Goalies receive chaperoned protection by the NHL referees. There is no problem with coddling goalies since they are the most defenseless individuals on the ice. They’d be mauled if the majority of the plays didn’t end in a whistle on their behalf. But the mentality to overprotect goalies any time they are contacted has been taken to an extreme.
Protecting goalies has its limits. Just because a player collides or makes contact with a goalie doesn’t mean this should automatically result in a two-minute minor penalty. But this seems to be the rule in all cases. Every time an opposing player makes contact with a goalie, this seems to result in a penalty whether the act was worthy of one or not. This past week, there were a few instances that had me wondering if goalies were being pampered too much.
Are Goalies Overprotected?
Last Wednesday, the Pittsburgh Penguins played the New York Rangers to a 3-3 tie by the end of regulation. On the first shift of the overtime period, Chris Kunitz took a pass near the right half-wall and drove to the net on Henrik Lundqvist. Kunitz had a violent collision with Lundqvist and was awarded a two minute penalty for interference on a goalkeeper.
Lundqvist was outside of his goal crease when he made the save. With Lundqvist sliding towards an oncoming Kunitz, there was no time and space for Kunitz to avoid contact. If you watched the game, you know that Kunitz attempted to avoid a collision with Lundqvist. Kunitz tried to slide out of the way, but there was no hope as Lundqvist slid directly into Kunitz’s path. A violent wreck was inevitable in this case.
Despite the attempt made by Kunitz to avoid contact, referee Steve Kozari immediately pointed towards the penalty box. This was all based upon the severity of the collision. Kozari didn’t even take a moment to evaluate what took place. His mind was made up to protect Lundqvist no matter what the cost. This penalty was in overtime and nearly cost the Penguins a victory.
This wasn’t the only questionable incident. A day later the Penguins played the Minnesota Wild and Sidney Crosby was called for goalie interference. Keith Ballard cross-checked Crosby into Wild net-minder Niklas Backstrom. Crosby wasn’t trying to be dirty and make it look as if he accidentally tumbled into Backstrom. Ballard made Crosby lose his balance. Crosby had nowhere to land but on top of Backstrom. With the help of some major embellishment on Backstrom’s part, again a penalty was handed out when the referee’s arm should have stayed down.
“I was trying to avoid him,” said Crosby. “I knew where he (Backstrom) was and I was trying to stay outside the crease and got pushed onto him. It’s a tough one to make as far as the ref is concerned. It’s hard to see if whether I was trying to avoid him, but I was. Unfortunately I got a penalty there.”
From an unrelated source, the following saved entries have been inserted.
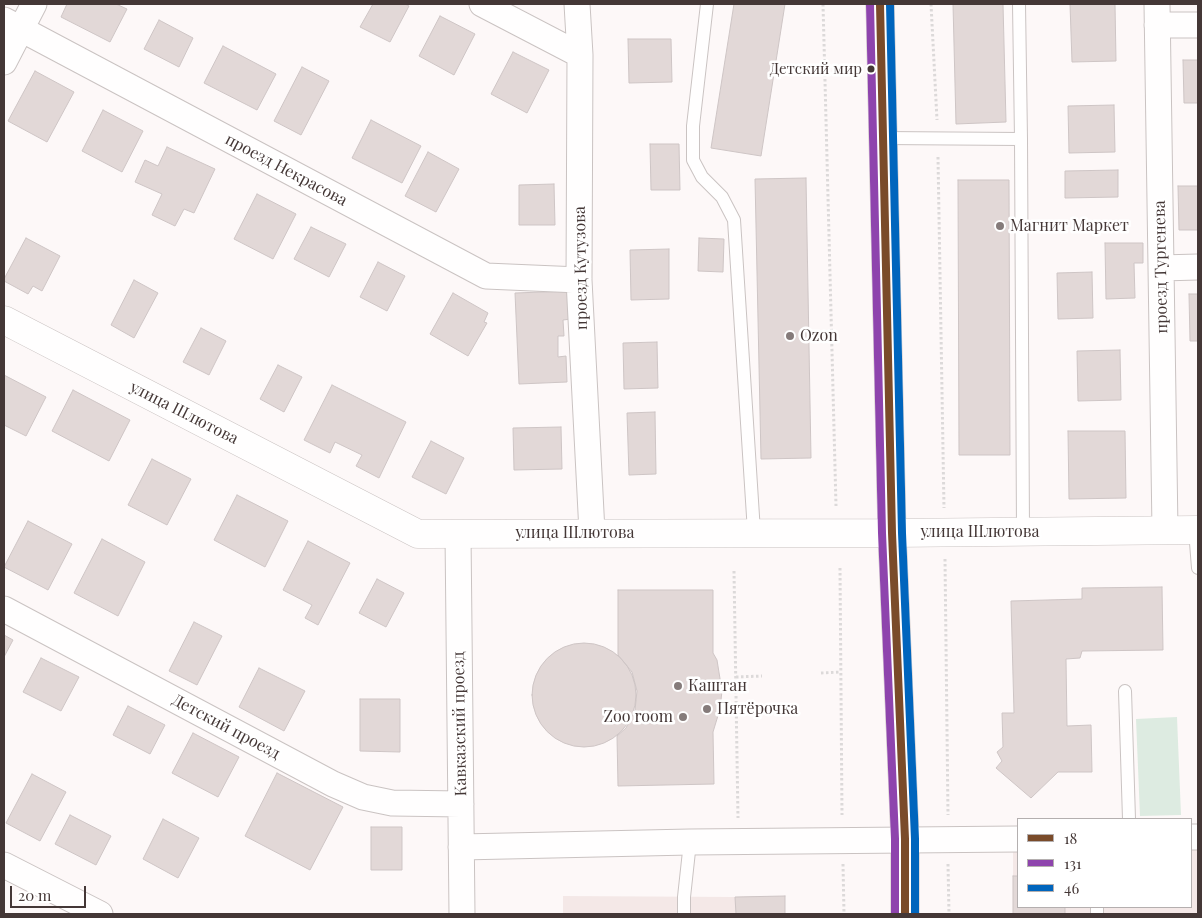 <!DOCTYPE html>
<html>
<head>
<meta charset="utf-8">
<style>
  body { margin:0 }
  #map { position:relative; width:1202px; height:918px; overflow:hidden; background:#fdf8f8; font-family:"Playfair Display",serif }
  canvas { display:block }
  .frame { position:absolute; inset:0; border:5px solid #443736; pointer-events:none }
  .legend { position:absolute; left:1017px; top:818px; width:175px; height:90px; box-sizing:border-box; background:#fff; border:1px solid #b4afaf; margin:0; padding:6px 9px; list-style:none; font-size:15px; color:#443736 }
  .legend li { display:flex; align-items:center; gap:10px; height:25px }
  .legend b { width:25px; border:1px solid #b4afaf }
  .scale { position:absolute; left:10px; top:886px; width:76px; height:22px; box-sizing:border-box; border:2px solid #443736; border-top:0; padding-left:6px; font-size:15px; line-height:18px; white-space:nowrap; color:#443736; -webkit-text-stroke:4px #fff; paint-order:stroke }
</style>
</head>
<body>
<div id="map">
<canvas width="1202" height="918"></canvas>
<div class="frame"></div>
<ul class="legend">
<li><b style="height:6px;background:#7a4b2a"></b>18</li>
<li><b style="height:6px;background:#8e44ad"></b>131</li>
<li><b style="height:6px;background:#0065bd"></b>46</li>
</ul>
<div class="scale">20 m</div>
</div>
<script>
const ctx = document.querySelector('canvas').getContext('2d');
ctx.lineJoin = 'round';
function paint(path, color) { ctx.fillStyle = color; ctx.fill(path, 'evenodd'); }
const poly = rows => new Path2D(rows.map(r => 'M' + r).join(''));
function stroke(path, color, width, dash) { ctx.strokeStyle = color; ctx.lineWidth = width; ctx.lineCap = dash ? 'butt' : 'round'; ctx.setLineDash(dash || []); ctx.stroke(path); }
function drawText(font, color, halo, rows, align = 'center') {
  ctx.font = font + ' "Playfair Display",serif'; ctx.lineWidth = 5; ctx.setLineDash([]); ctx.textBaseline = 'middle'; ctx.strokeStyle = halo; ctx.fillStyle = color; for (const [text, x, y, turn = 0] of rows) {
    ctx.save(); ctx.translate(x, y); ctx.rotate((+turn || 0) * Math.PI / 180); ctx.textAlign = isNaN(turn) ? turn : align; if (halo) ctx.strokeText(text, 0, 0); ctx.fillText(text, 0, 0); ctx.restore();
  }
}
const built = poly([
  [1191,846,1198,846,1198,914,1013,914,1013,847,1018,847,1018,907,1191,907],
  [563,896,735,897,785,896,785,914,563,914]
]);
const green = poly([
  [1177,717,1181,815,1140,816,1136,719]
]);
const building = poly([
  [67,4,116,4,127,9,110,42,61,17,67,4],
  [373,4,405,4,409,6,390,42,360,27,373,4],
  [734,4,785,4,761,156,711,148,734,4],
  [953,4,1003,4,1006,122,956,124,953,4],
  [1070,4,1115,4,1116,61,1072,62,1070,4],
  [440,16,475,34,454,75,419,56,440,16],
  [159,20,193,38,179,67,144,49,159,20],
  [628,39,671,39,672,82,629,83,628,39],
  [223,46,276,74,257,110,204,83,223,46],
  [513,52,549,70,527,113,491,94,513,52],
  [1183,60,1198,60,1198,103,1184,103,1183,60],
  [302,67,329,81,301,135,274,121,302,67],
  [35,71,74,92,47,142,8,121,35,71],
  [1114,105,1115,152,1069,153,1068,106,1114,105],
  [103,110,143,131,122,172,82,151,103,110],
  [371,120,421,146,402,183,352,158,371,120],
  [650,144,679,144,680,190,651,190,650,144],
  [167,147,215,169,194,213,184,209,175,226,152,215,162,194,135,182,145,160,158,166,167,147],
  [428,152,459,169,436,212,405,196,428,152],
  [1118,170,1118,197,1065,198,1065,171,1118,170],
  [806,178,811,458,761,459,755,179,806,178],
  [958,180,1009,180,1010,455,959,455,958,180],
  [554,184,555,225,519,225,519,185,554,184],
  [1178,186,1198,186,1198,230,1179,230,1178,186],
  [257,194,296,214,273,259,234,239,257,194],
  [311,227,346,244,329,277,294,259,311,227],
  [26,238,60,256,42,291,33,286,28,294,4,281,4,279,26,238],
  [699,238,724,239,723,272,698,271,699,238],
  [1105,243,1143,243,1143,263,1134,263,1135,298,1106,299,1105,243],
  [669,249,669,299,631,300,630,250,669,249],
  [378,262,405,276,387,311,360,297,378,262],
  [1092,272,1093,318,1058,319,1057,273,1092,272],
  [134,280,158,293,134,338,111,325,134,280],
  [570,291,571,319,563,320,564,336,558,336,558,357,566,356,567,382,519,384,515,293,570,291],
  [453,293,488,313,484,322,487,323,468,356,430,334,453,293],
  [1189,294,1198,294,1198,341,1190,341,1189,294],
  [201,328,226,341,209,375,183,362,201,328],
  [657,342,658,388,624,389,623,343,657,342],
  [1120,350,1121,400,1078,401,1077,351,1120,350],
  [278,365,302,377,284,412,260,399,278,365],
  [4,375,46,397,26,436,4,425,4,375],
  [332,385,406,422,379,478,356,466,362,455,335,442,330,453,304,440,332,385],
  [73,390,130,420,109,461,52,431,73,390],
  [655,412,656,474,629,475,627,413,655,412],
  [561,427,562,469,514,470,513,428,561,427],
  [1068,431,1125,431,1126,498,1069,499,1068,431],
  [431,441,464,458,446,494,412,477,431,441],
  [152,459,191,479,167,525,128,505,152,459],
  [237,495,288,521,265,567,214,540,237,495],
  [28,521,72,544,48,590,4,567,28,521],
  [102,539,145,562,118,616,74,593,102,539],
  [308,541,350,563,318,625,305,618,312,605,283,590,308,541],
  [377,579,404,593,386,627,359,613,377,579],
  [1162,587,1163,650,1082,651,1080,658,1066,659,1067,726,1091,725,1092,772,1058,772,1031,798,996,768,1002,761,997,752,1003,747,1002,713,1014,713,1011,601,1082,599,1082,588,1162,587],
  [618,590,713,590,713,653,717,660,722,691,720,709,713,732,714,784,618,786,617,736,626,728,635,710,637,691,632,672,618,655,618,590],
  [194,622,222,636,197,685,169,671,194,622],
  [4,635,13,640,4,657,4,635],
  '532 695a52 52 0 1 1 104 0a52 52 0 1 1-104 0Z',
  [41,658,79,677,61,711,23,692,41,658],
  [259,668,305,691,284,731,239,707,259,668],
  [360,699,400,699,400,752,360,751,360,699],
  [128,706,165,725,150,754,113,735,128,706],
  [193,733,239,757,218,797,172,773,193,733],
  [277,773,343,807,310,870,245,836,277,773],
  [32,774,66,792,40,841,6,823,32,774],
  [70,815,111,836,96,865,55,844,70,815],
  [163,819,199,838,178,878,143,859,163,819],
  [371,827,402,827,402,870,371,870,371,827],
  [1013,876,1018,876,1018,907,1065,907,1065,914,1013,914,1013,876],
  [785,896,785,914,736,914,735,897,785,896]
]);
const path = poly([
  [823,4,836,506],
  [931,4,937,120],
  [938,157,944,508],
  [945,559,948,815],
  [840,568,842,815],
  [734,571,738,818],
  [821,673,841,672],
  [736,677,762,676],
  [843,864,844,914],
  [948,864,949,914]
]);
const lane = poly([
  [707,4,693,126,693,160,702,177,722,197,734,220,754,532],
  [883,138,1021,139,1019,4],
  [1021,139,1023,532],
  [1195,530,1198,568],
  [1125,691,1129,819],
  [1097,907,1097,914],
  [684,914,684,897,690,842]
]);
const street = poly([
  [482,4,580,55],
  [577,4,580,55,579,280,592,532],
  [1157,4,1165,530],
  [4,20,486,276,579,280],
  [1157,25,1198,25],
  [4,62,34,4],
  [1161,268,1198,267],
  [458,534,462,914],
  [4,609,333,784,363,797,392,803,461,804],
  [1191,837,1198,837],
  [461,847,690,842,1018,839],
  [4,865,100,914]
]);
const secondary = poly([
  [880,4,892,533,905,839,905,914],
  [4,320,418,534,892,533,1198,530]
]);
const bus1 = poly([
  [880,4,892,533,905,839,905,914]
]);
const bus2 = poly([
  [870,4,882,533,895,839,895,914]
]);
const bus3 = poly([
  [890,4,902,533,915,839,915,914]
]);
const markers = [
  [871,69,4.5,"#443736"],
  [1000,226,5,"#857b7a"],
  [790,336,5,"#857b7a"],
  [678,686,5,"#857b7a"],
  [707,709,5,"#857b7a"],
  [683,717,5,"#857b7a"]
];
const busNames = [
  ["Детский мир",862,69]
];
const streetNames = [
  ["проезд Некрасова",286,170,28],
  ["проезд Тургенева",1161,267,-91],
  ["проезд Кутузова",581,268,-91],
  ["улица Шлютова",184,413,27],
  ["улица Шлютова",980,532],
  ["улица Шлютова",575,533],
  ["Кавказский проезд",460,724,-91],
  ["Детский проезд",226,727,28]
];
const poiNames = [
  ["Магнит Маркет",1010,226],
  ["Ozon",800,336],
  ["Каштан",688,686],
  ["Пятёрочка",717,709],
  ["Zoo room",673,717,"right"]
];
paint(built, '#f4e8e7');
paint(green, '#ddebe1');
paint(building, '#e2d8d7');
stroke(building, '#cec5c5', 1);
stroke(lane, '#cac3c2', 14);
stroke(street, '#cac3c2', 27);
stroke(secondary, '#cac3c2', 29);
stroke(path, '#dcd9d9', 3, [2.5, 2.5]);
stroke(lane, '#fffefe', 12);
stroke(street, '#fffefe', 25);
stroke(secondary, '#fffefe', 28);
stroke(bus1, '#7a4b2a', 8);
stroke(bus2, '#8e44ad', 8);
stroke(bus3, '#0065bd', 8);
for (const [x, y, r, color] of markers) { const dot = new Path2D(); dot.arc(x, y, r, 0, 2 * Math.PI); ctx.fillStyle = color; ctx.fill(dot); stroke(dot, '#fff', 2); }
drawText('15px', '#443736', '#fff', busNames, 'right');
drawText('16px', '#443736', '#fff', streetNames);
drawText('16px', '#443736', '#fff', poiNames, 'left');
</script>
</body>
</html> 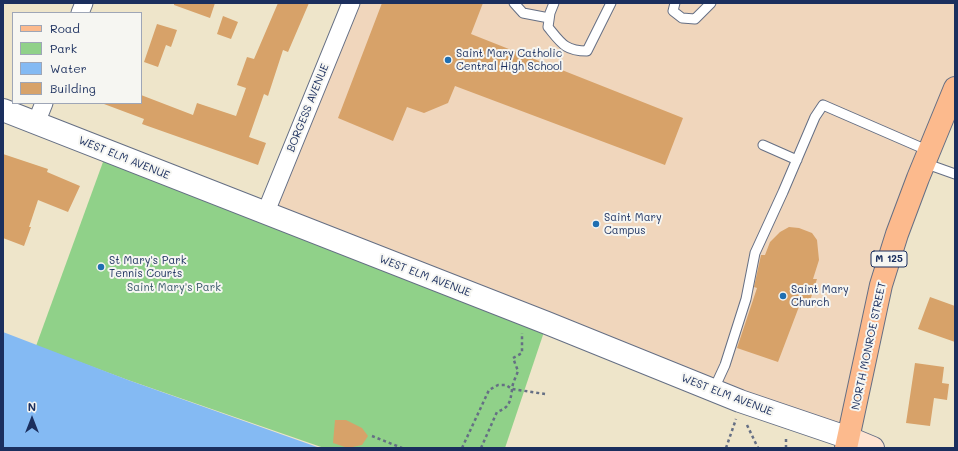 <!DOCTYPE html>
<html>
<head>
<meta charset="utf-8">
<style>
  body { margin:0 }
  #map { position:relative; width:958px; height:451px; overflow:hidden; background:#eee5ca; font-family:Mali,sans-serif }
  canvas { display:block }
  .frame { position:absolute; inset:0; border:4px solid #1b2f5e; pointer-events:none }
  .legend { position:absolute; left:12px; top:12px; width:130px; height:92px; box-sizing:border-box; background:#f6f6f2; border:1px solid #9ea6b7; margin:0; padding:5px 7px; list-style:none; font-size:12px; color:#1b2f5e }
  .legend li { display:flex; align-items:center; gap:8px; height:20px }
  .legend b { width:20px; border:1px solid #9ea6b7 }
  .north { position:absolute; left:12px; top:399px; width:40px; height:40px; -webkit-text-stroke:3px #f6f6f2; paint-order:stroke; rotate:0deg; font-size:11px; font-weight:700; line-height:16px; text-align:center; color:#1b2f5e }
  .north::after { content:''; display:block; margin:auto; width:14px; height:18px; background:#1b2f5e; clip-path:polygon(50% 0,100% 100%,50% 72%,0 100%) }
</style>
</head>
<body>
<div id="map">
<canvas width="958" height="451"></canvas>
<div class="frame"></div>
<ul class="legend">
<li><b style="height:5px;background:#fcba8d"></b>Road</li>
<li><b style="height:11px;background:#90d189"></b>Park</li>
<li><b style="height:11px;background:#84baf3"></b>Water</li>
<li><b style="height:11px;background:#d7a269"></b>Building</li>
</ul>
<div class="north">N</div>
</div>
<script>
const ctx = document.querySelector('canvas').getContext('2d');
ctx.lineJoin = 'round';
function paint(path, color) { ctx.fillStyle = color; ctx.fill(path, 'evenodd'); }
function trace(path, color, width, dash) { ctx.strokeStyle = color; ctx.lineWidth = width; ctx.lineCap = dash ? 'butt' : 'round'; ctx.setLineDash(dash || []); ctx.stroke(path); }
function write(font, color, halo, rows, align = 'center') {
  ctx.font = font + ' Mali,sans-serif'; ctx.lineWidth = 4; ctx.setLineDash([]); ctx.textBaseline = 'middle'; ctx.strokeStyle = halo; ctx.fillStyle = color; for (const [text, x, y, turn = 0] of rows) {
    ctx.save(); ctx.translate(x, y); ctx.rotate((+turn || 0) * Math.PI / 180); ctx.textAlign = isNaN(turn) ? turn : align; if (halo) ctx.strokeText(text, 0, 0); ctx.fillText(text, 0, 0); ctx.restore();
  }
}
paint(new Path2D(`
  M351,3H955V88L918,178L849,438L265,214Z`), '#f0d6bc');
paint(new Path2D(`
  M107,151L547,323L505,448H324L128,380L36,346Z`), '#90d189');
paint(new Path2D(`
  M3,332L128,380L320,448H3Z`), '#84baf3');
paint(new Path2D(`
  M174,3H215L210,18L174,5Z
  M278,3H309L288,52L283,50L268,96L264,94L249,137L266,143L258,165L142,124L144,119L104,104L141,103V95L193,115L197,103L236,116L246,88L237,85L247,57L254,59Z
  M382,3H483L471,34L683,118L665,165L455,86L448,103L424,113L407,107L393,141L338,118Z
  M223,16L238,22L231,39L217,34Z
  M157,24L177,30L171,47L166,45L158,67L144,62Z
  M3,154L48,169L47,172L80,186L68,212L38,200L29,227H31L24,246L3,238Z
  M789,227L799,228L812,233L817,240L819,260L813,279H817L808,307L800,304L778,362L737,348L757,288L754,287L761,255H765L770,242L780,232Z
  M930,297L955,306V342L918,329Z
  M915,363L944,367L942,383L949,384L947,400L934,398L930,426L906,423Z
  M335,420H346L362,428L368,436L362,445L348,448L333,443Z`), '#d7a269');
const service = new Path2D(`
  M514,3L523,13L549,18
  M554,3L550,13L548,27C561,43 565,51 587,51L611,3
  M675,3L673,11L682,18L695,19L711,3
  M763,145L797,160
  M924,163L955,174
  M713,391L725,365L746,299L755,253L783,192L815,117L823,105L929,151`);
const minor = new Path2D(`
  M80,13L84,3
  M36,123L44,103
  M265,214L351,3`);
const tertiary = new Path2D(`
  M3,110L547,323L740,401L849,438`);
const secondary = new Path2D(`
  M849,438L873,448`);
const primary = new Path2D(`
  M846,448L881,285L897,234L918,178L955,88`);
trace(service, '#656f84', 11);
trace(minor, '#656f84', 19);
trace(tertiary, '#656f84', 24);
trace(secondary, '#656f84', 24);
trace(primary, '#656f84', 24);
trace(new Path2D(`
  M747,425L758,448
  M372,436L402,448
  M462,448L489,390L498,385H506L512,389L545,394
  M481,448L497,412C510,407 510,402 512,390C512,384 516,377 518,371L513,358L522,353V333
  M726,448L736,419
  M786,448V437`), '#656f84', 2.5, [3, 3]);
trace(service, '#fff', 9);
trace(minor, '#fff', 17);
trace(tertiary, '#fff', 22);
trace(secondary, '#fee3d1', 22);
trace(primary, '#fcba8d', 22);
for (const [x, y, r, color] of [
  [448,60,4,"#1f6fb2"],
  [596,224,4,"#1f6fb2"],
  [101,267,4,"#1f6fb2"],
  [783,296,4,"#1f6fb2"]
]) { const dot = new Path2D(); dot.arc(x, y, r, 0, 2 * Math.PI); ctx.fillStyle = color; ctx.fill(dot); trace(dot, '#f6f6f2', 1.5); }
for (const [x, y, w] of [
  [889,259,36]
]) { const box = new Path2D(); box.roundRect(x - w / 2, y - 8, w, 16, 3); ctx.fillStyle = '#f6f6f2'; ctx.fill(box); trace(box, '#1b2f5e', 1); }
write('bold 10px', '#1b2f5e', null, [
  ["M 125",889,259]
]);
write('11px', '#1b2f5e', '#f6f6f2', [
  ["Saint Mary Catholic",456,54],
  ["Central High School",456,67],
  ["Saint Mary",604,218],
  ["Campus",604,231],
  ["St Mary's Park",109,261],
  ["Tennis Courts",109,274],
  ["Saint Mary",791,290],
  ["Church",791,303]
], 'left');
write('11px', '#1b2f5e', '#f6f6f2', [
  ["BORGESS AVENUE",308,108,-68],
  ["WEST ELM AVENUE",124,158,22],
  ["WEST ELM AVENUE",425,276,21],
  ["NORTH MONROE STREET",869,346,-78],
  ["WEST ELM AVENUE",727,395,21]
]);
write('11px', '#385869', '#f6f6f2', [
  ["Saint Mary's Park",174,288]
]);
</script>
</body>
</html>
There are many occurrences of questionable goalie interference calls every season. The subject is a very gray matter, but the referees must do a better job. It doesn’t take special eye sight for someone to realize that Ballard’s cross-check was the reason why Crosby fell onto Backstrom.
In this era, it feels like all goalies have to do is search for contact to draw a penalty. The goaltenders are also becoming more adept at diving or embellishing in order to tempt the referee to make a penalty call. These issues need to be analyzed more during the game instead of jumping to conclusions. Referees are too quickly siding with the goaltenders.
Don’t get me wrong, goalies should be protected, but in an appropriate manner. The referees got the two calls against Crosby and Kunitz wrong. There are many examples where the wrong call has been made against other teams as well. The question remains whether the league office sided with the two refs who made these terrible calls. Looking at past penalties called for goalie interference, it’s highly unlikely. While goalies deserve protection, hockey is a contact sport. The league needs to make sure the correct calls are made or a referee’s mistake may cost a team an important game.